### Exercise objective
From the records below, work out how many lines contain "paths". Reply with that number alone.

### Information supplied
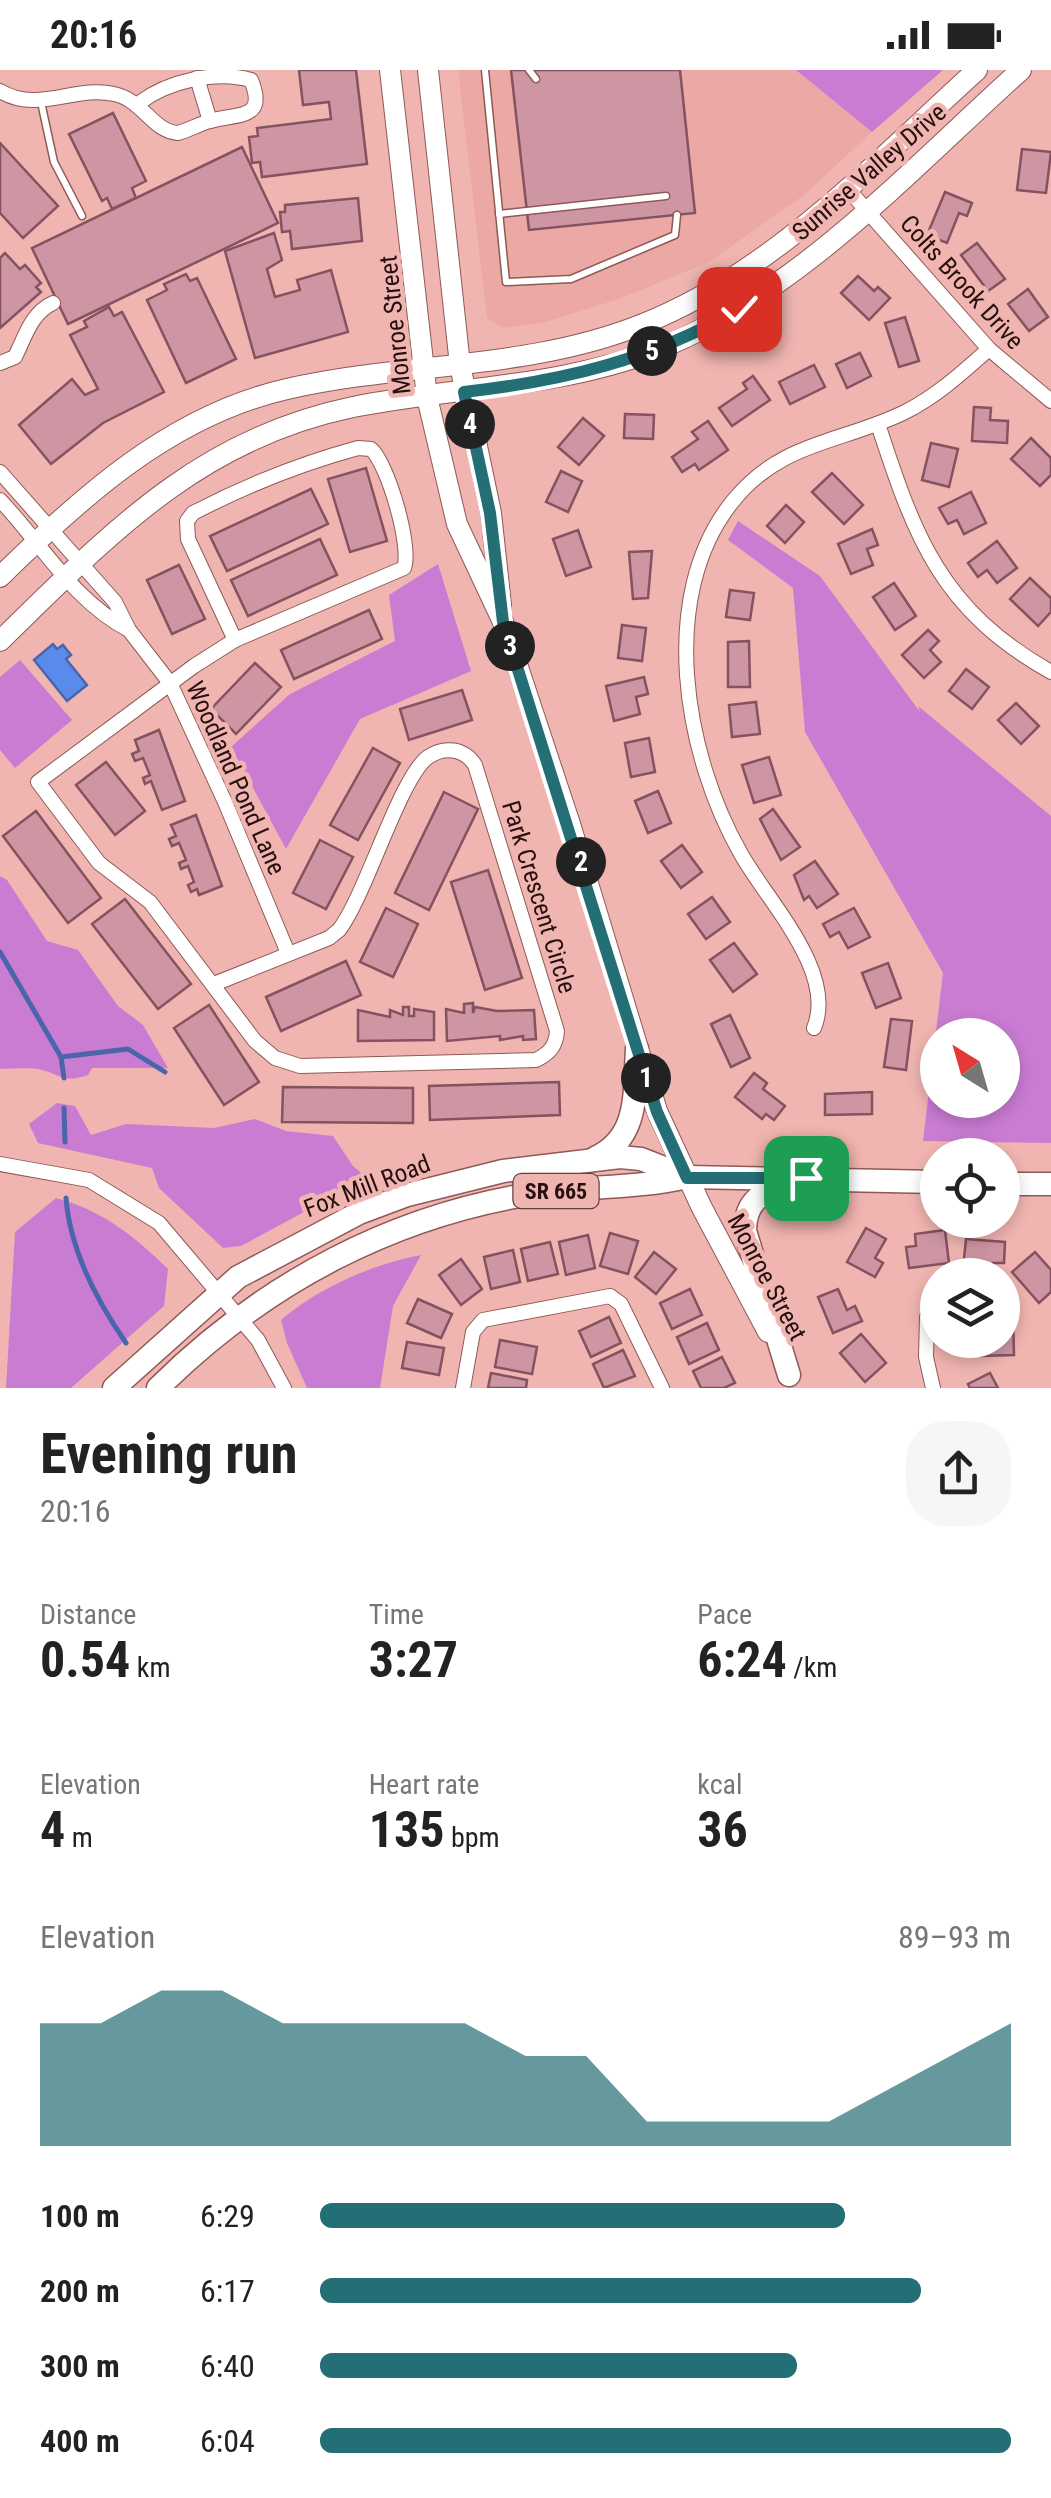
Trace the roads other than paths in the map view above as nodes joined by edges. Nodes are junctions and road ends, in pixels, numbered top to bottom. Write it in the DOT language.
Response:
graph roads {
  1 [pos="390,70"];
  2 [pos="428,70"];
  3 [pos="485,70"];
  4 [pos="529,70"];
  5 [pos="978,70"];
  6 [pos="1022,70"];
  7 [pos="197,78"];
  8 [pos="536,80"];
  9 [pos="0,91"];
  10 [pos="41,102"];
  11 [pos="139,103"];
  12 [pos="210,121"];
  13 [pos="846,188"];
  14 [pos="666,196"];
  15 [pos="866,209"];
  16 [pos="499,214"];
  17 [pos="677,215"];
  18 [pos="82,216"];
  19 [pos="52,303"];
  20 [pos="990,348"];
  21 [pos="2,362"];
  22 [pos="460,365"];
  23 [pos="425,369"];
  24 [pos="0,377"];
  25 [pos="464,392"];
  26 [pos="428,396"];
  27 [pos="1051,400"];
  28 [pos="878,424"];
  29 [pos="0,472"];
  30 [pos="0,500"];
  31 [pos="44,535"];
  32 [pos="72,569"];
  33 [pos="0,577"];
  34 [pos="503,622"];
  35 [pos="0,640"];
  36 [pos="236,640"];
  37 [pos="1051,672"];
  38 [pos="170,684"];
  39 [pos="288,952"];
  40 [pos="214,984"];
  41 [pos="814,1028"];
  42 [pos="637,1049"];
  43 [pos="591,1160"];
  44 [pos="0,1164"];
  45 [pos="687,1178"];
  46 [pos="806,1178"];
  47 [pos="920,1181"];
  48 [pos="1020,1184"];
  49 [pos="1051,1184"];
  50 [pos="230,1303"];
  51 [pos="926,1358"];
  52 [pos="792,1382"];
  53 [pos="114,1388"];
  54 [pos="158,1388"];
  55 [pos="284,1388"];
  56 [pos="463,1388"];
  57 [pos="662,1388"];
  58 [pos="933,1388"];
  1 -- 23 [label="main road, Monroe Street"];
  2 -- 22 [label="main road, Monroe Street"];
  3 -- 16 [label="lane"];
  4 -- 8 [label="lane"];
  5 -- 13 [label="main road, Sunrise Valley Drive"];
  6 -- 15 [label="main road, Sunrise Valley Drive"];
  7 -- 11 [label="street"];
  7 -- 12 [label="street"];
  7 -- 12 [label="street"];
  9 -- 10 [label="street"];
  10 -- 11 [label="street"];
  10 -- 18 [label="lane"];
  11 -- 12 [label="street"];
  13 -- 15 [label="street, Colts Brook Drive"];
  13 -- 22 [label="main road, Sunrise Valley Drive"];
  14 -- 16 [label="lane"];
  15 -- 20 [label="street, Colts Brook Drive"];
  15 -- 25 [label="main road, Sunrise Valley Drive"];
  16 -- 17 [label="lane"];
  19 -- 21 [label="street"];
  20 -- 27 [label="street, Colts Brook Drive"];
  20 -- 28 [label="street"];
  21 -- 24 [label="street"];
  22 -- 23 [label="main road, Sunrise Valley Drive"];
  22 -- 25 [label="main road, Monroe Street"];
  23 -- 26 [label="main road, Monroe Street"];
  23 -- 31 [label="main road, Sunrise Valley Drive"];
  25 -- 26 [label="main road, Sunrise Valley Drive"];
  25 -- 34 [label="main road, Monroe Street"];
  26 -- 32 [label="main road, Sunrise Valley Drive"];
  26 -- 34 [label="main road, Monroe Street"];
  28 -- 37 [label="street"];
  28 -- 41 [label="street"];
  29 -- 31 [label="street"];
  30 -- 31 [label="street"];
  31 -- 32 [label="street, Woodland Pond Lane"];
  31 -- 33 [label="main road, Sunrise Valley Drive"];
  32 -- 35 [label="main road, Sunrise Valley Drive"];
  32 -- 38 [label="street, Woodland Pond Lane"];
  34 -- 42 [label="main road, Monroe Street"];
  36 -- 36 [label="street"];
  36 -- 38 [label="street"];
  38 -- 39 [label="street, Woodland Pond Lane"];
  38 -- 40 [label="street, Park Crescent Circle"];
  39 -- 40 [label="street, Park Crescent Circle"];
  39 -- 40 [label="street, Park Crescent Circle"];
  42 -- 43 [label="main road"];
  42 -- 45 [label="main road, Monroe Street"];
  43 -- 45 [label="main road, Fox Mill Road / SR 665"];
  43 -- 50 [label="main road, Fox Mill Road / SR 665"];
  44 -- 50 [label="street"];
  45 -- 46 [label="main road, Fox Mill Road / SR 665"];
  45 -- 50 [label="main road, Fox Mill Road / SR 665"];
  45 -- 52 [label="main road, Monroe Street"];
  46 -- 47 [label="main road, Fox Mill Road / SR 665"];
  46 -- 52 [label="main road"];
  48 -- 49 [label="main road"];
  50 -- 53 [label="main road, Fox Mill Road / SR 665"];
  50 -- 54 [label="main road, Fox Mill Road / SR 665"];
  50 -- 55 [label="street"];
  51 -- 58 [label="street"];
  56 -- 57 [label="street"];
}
--
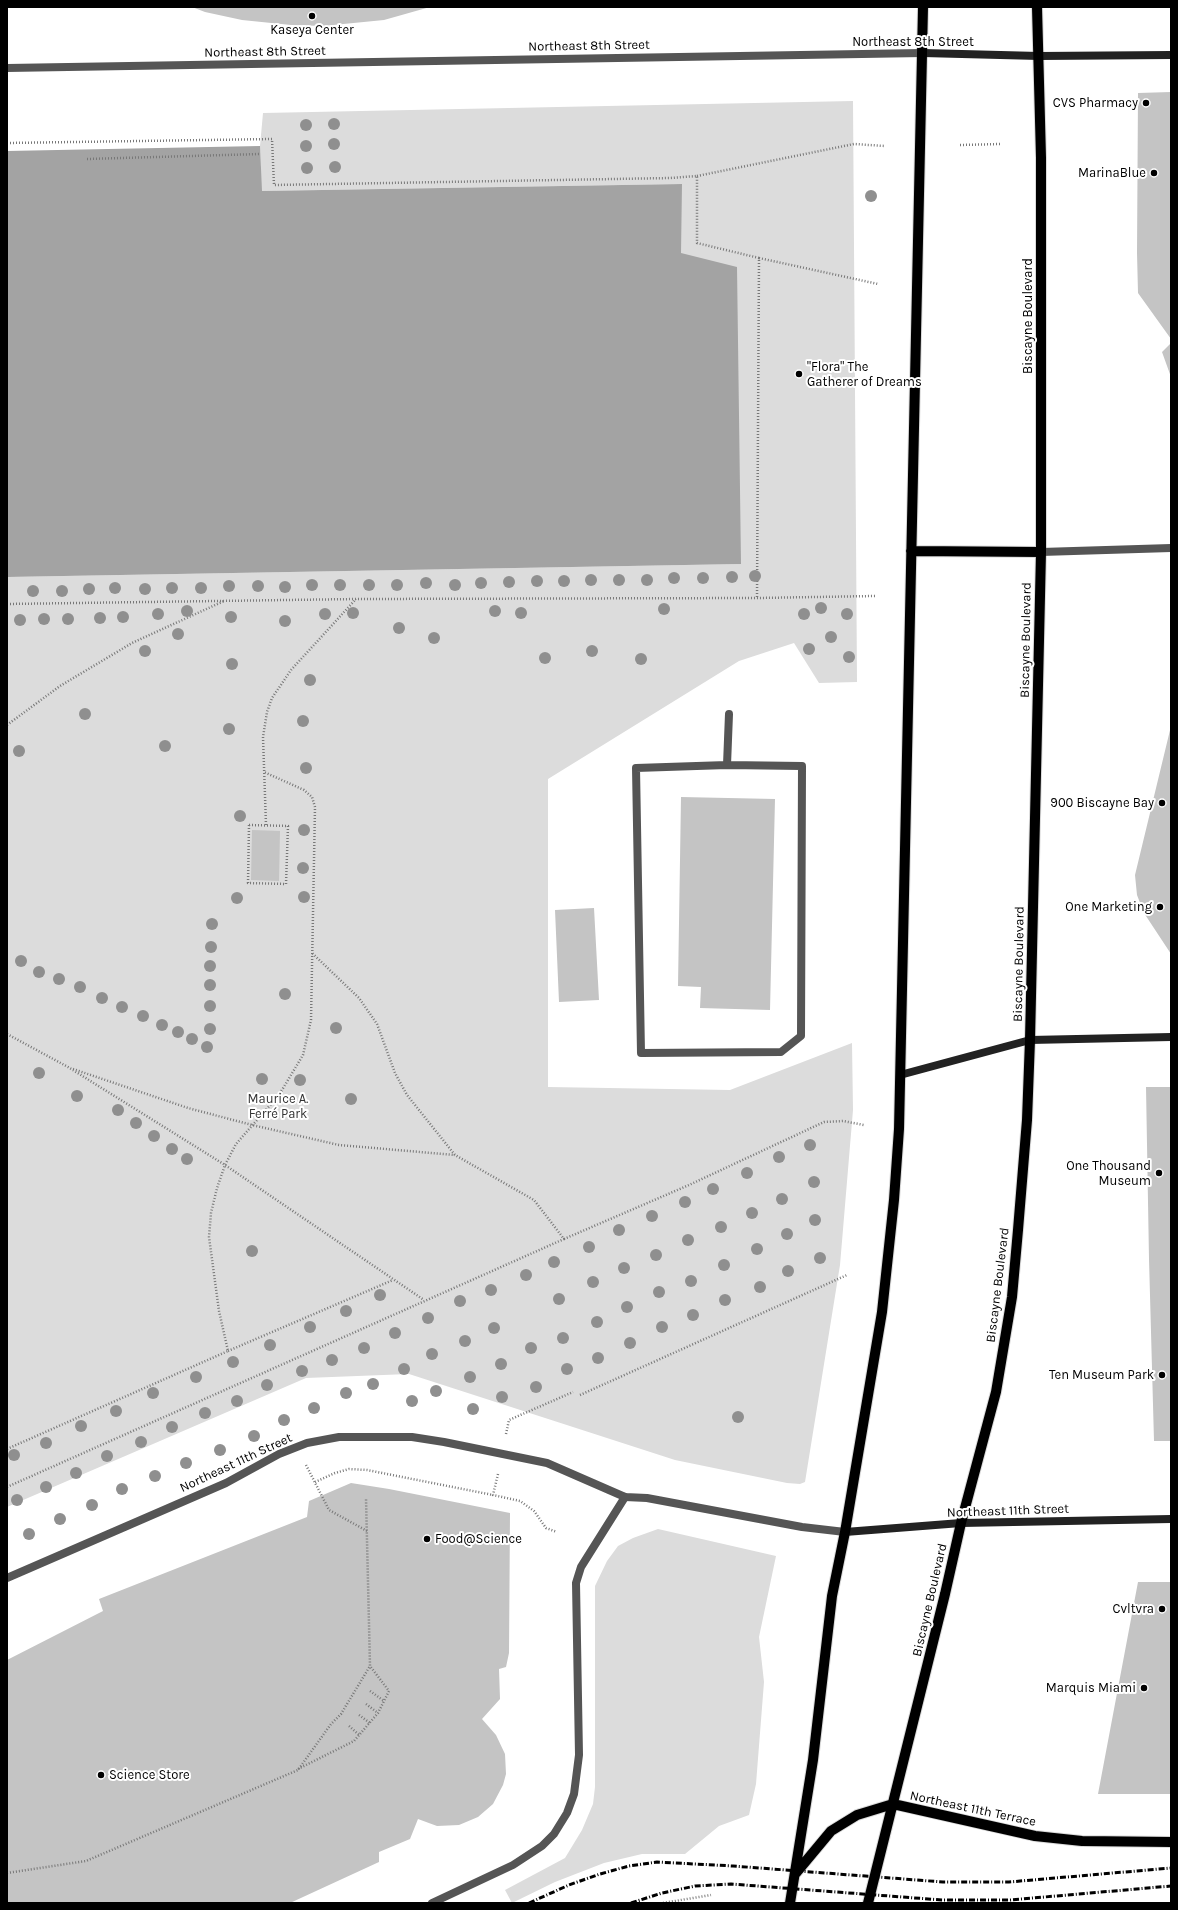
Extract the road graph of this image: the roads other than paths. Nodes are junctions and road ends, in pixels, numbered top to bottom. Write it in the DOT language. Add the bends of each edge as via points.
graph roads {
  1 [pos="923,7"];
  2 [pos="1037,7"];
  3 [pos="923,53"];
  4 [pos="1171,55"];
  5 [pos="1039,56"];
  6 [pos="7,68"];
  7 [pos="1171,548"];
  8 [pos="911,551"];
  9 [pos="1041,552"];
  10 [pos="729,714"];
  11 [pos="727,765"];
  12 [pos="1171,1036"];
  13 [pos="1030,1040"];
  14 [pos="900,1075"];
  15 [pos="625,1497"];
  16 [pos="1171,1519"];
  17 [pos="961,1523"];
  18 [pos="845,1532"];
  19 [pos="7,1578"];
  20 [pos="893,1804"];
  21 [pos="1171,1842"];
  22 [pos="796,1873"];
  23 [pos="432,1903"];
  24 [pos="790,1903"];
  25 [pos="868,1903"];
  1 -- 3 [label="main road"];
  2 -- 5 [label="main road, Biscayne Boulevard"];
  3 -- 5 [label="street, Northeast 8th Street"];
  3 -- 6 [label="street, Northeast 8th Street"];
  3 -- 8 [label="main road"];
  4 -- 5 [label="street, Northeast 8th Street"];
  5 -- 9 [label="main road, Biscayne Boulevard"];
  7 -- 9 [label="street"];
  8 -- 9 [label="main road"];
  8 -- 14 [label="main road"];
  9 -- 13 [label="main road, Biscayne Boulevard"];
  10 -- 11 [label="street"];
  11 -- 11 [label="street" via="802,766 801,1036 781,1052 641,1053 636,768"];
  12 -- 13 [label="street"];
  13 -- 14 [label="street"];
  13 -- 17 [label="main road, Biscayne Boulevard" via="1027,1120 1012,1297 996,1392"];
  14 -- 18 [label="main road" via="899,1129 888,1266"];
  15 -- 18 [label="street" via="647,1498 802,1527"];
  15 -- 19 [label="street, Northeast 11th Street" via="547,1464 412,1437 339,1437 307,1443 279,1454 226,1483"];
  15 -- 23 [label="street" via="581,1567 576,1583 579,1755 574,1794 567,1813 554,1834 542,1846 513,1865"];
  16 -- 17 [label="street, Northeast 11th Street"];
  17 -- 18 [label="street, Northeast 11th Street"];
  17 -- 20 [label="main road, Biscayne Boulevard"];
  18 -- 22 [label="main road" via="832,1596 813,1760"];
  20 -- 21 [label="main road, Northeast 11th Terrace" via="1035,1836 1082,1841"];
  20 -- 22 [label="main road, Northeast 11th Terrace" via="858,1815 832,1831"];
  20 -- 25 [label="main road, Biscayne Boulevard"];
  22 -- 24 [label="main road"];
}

### The answer
2